**ASSIGNMENT**
From the material below, work out how many lines contain "Calle" and answer with the number only.
::::::::
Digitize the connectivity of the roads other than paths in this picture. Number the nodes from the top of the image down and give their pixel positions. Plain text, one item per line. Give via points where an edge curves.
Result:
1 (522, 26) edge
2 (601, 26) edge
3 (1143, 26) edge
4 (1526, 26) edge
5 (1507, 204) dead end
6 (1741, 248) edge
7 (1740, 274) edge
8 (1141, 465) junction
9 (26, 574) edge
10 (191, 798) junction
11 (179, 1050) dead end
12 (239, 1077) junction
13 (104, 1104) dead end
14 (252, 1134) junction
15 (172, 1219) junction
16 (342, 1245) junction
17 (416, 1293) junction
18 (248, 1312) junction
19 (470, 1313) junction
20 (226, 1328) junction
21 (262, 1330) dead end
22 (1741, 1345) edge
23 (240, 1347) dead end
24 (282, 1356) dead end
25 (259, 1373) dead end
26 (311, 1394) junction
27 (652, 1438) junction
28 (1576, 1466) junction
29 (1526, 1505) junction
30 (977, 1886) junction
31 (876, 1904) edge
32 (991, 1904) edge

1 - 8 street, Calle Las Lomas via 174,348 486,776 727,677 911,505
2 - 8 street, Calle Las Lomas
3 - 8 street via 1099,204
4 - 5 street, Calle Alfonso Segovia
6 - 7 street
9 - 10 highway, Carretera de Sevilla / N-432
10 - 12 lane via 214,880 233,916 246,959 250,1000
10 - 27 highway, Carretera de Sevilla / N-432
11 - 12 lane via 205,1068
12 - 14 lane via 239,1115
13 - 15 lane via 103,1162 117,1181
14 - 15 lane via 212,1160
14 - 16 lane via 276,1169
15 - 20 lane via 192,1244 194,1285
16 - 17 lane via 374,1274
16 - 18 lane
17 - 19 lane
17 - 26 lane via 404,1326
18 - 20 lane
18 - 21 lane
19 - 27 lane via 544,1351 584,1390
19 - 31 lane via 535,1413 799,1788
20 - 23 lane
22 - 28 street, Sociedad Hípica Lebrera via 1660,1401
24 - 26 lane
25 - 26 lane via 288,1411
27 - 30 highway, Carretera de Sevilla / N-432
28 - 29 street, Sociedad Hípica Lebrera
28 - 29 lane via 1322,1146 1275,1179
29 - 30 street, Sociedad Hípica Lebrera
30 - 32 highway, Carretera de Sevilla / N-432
::::::::
**OUTPUT OF THE EXERCISE**
3